WHAT NEEDS TO BE DONE: Look through the material below and show every line with the word "Flachmoor".

MATERIAL SUPPLIED section start

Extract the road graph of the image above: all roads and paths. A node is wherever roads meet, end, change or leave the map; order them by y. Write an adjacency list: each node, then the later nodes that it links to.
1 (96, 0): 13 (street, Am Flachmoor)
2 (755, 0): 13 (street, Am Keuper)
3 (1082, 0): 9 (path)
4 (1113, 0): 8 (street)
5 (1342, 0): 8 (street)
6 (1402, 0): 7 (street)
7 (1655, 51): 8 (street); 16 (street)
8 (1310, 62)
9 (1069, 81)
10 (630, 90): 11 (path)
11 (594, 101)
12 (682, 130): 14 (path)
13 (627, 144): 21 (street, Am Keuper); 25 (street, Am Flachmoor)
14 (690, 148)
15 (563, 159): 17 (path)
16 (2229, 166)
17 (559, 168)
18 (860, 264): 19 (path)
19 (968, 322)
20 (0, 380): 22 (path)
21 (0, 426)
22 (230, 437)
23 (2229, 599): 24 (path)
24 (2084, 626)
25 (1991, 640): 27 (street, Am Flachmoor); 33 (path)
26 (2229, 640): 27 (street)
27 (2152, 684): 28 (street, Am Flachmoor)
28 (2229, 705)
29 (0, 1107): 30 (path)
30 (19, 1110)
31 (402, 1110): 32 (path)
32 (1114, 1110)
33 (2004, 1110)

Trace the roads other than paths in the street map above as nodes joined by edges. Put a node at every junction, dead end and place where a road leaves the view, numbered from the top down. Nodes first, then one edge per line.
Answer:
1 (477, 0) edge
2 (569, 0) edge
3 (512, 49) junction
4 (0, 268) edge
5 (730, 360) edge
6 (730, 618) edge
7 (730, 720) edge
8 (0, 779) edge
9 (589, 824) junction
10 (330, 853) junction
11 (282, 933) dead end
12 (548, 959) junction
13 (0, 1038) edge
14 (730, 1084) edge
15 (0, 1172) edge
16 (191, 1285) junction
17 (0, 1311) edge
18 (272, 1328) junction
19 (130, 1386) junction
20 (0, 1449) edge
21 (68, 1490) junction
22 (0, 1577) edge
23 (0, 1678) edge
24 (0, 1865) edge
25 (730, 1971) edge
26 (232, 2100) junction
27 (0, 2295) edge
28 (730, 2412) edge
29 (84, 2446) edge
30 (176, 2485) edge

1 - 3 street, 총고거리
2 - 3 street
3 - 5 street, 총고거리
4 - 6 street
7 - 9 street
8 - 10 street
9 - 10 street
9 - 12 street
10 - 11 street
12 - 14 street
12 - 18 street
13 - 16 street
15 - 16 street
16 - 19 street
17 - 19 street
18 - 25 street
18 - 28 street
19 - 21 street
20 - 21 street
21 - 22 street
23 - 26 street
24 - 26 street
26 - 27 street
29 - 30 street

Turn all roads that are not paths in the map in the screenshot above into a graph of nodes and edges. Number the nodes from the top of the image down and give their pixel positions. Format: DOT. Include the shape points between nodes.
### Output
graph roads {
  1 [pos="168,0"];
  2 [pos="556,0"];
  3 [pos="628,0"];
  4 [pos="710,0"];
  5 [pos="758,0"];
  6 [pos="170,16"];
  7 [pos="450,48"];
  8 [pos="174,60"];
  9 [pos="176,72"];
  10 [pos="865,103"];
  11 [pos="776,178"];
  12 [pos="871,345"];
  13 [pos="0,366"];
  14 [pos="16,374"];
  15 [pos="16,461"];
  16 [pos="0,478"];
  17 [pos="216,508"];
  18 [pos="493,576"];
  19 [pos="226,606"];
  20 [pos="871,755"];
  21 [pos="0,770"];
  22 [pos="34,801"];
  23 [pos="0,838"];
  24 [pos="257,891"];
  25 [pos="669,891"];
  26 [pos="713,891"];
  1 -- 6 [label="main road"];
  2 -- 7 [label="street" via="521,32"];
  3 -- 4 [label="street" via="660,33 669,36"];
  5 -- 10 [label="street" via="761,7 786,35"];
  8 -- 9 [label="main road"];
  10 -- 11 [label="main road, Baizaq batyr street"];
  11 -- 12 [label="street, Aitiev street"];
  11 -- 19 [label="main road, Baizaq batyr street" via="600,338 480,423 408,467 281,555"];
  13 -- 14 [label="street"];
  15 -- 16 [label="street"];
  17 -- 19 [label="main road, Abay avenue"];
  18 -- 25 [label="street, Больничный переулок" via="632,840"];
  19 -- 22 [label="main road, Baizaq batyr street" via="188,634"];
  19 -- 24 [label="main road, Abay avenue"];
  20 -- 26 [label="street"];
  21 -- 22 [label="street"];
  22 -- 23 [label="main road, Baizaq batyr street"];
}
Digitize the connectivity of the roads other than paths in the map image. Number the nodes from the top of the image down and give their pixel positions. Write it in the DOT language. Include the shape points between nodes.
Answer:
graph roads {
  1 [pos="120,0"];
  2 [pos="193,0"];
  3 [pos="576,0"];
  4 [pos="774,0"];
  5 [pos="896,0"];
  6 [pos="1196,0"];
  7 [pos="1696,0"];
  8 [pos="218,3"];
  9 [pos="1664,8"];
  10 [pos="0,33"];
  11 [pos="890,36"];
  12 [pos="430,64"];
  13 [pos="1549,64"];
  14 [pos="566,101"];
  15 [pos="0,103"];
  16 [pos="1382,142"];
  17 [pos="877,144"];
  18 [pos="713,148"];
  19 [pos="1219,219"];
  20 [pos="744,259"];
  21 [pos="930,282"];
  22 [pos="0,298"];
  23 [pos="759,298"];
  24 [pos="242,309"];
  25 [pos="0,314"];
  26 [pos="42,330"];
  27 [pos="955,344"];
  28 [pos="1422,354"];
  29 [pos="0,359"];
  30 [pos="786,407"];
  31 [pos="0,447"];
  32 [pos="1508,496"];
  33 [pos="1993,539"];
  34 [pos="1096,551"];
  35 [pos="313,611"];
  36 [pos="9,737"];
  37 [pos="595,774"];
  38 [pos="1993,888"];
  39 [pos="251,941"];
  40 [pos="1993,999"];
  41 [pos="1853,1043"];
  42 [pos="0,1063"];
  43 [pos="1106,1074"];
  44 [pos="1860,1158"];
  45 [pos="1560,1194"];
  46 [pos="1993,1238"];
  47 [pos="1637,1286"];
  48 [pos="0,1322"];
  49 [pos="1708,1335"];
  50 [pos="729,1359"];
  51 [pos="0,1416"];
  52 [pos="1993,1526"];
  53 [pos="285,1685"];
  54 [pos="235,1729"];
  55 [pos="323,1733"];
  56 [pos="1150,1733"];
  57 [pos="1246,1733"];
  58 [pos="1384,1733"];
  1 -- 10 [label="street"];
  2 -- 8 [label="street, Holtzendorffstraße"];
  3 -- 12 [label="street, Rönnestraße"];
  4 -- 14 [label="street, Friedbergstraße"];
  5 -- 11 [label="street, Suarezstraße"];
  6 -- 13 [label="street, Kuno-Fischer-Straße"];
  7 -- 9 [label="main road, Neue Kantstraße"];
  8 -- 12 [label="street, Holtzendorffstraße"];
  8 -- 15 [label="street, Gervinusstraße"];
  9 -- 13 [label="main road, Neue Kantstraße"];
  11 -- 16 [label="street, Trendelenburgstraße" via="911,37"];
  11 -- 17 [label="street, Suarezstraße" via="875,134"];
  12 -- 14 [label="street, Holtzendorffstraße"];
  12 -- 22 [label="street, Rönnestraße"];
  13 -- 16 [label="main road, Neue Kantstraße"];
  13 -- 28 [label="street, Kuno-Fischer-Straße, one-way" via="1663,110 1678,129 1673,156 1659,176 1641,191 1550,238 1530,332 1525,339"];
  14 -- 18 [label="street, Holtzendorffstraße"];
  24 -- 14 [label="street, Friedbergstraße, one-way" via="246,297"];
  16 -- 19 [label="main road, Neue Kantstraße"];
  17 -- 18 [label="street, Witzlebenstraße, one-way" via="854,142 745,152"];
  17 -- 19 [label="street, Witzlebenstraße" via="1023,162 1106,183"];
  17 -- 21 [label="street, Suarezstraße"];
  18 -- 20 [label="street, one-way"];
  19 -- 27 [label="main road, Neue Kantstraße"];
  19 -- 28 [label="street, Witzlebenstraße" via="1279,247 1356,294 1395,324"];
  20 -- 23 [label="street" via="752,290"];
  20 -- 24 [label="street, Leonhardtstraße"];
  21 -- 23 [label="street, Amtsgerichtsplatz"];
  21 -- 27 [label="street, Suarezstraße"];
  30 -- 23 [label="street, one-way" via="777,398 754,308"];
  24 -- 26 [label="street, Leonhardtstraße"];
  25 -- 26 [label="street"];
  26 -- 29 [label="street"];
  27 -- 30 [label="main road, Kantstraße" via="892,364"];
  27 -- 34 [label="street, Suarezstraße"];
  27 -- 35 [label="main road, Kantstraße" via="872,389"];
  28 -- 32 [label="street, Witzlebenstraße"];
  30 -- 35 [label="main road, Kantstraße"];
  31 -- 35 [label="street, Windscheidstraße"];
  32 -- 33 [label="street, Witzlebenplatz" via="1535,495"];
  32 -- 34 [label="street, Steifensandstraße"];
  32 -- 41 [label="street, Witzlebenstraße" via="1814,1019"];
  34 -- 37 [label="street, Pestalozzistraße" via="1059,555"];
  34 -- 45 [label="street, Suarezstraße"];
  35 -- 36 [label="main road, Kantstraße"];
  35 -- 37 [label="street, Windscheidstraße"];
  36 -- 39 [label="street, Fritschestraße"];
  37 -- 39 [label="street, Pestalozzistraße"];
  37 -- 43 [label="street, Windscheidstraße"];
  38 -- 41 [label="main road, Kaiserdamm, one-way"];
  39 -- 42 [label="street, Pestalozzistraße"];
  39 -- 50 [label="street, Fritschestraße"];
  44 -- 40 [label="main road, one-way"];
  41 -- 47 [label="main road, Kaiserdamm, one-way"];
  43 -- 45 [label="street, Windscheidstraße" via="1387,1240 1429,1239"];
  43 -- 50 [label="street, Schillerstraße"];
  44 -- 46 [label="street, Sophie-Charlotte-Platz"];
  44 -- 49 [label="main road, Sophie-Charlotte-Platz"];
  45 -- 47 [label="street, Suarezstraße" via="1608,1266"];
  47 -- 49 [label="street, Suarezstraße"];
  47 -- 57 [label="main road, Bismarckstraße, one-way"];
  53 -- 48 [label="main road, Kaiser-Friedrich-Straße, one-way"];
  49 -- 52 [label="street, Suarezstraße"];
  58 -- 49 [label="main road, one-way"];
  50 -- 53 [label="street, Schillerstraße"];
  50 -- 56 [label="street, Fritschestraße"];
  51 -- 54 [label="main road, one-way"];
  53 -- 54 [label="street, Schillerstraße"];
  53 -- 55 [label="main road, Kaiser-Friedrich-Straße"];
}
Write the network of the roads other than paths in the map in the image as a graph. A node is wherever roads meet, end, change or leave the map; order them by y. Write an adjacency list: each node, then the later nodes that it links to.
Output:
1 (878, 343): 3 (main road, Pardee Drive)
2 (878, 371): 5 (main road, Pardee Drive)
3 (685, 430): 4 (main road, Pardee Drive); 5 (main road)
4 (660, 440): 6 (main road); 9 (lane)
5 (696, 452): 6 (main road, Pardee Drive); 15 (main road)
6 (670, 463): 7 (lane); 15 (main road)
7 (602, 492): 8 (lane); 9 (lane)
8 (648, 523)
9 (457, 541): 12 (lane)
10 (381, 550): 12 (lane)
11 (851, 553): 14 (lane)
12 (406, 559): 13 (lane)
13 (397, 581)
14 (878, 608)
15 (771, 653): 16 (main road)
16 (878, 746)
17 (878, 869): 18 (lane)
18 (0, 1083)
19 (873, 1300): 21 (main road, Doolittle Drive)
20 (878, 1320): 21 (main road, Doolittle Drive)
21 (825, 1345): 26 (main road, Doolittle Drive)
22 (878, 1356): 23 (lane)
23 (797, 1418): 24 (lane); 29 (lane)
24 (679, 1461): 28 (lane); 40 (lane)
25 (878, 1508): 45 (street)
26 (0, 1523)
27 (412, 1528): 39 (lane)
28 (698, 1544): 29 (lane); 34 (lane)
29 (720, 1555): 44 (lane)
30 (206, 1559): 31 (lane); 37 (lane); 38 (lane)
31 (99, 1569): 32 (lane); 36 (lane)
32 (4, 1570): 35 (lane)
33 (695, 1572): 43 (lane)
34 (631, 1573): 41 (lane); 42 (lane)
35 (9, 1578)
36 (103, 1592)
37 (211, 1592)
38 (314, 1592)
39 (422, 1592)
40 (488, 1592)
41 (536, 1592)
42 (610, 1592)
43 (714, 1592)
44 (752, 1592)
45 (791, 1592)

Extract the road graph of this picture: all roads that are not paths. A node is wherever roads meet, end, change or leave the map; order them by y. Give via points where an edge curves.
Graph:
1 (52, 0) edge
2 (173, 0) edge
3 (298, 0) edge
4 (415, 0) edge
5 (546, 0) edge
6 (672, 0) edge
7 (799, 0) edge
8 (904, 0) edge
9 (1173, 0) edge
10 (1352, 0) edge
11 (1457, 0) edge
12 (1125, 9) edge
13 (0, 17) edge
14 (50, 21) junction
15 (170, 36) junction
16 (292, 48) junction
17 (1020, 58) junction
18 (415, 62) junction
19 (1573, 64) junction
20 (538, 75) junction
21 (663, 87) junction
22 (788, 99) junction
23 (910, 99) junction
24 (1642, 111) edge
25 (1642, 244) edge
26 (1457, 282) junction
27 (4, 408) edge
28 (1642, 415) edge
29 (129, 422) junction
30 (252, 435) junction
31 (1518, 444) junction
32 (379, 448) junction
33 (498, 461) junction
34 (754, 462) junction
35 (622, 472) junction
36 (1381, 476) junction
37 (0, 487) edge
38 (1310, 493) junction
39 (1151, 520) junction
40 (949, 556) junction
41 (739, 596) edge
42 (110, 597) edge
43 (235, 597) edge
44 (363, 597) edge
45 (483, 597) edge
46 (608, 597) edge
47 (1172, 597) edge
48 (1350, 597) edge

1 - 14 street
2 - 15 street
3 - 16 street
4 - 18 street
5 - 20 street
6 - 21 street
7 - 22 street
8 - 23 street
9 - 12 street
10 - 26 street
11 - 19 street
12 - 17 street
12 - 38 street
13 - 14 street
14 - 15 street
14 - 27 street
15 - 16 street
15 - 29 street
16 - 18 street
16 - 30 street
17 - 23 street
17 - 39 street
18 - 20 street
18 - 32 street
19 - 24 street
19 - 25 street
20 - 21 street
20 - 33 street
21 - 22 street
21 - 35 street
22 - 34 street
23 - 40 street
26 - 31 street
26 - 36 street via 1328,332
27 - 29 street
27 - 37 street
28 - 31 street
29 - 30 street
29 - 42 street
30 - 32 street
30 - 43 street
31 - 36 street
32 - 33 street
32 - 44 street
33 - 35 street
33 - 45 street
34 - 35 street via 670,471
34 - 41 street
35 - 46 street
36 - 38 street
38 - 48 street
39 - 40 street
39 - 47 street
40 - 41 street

MATERIAL SUPPLIED section end

OUTPUT BELOW:
1 (96, 0): 13 (street, Am Flachmoor)
13 (627, 144): 21 (street, Am Keuper); 25 (street, Am Flachmoor)
25 (1991, 640): 27 (street, Am Flachmoor); 33 (path)
27 (2152, 684): 28 (street, Am Flachmoor)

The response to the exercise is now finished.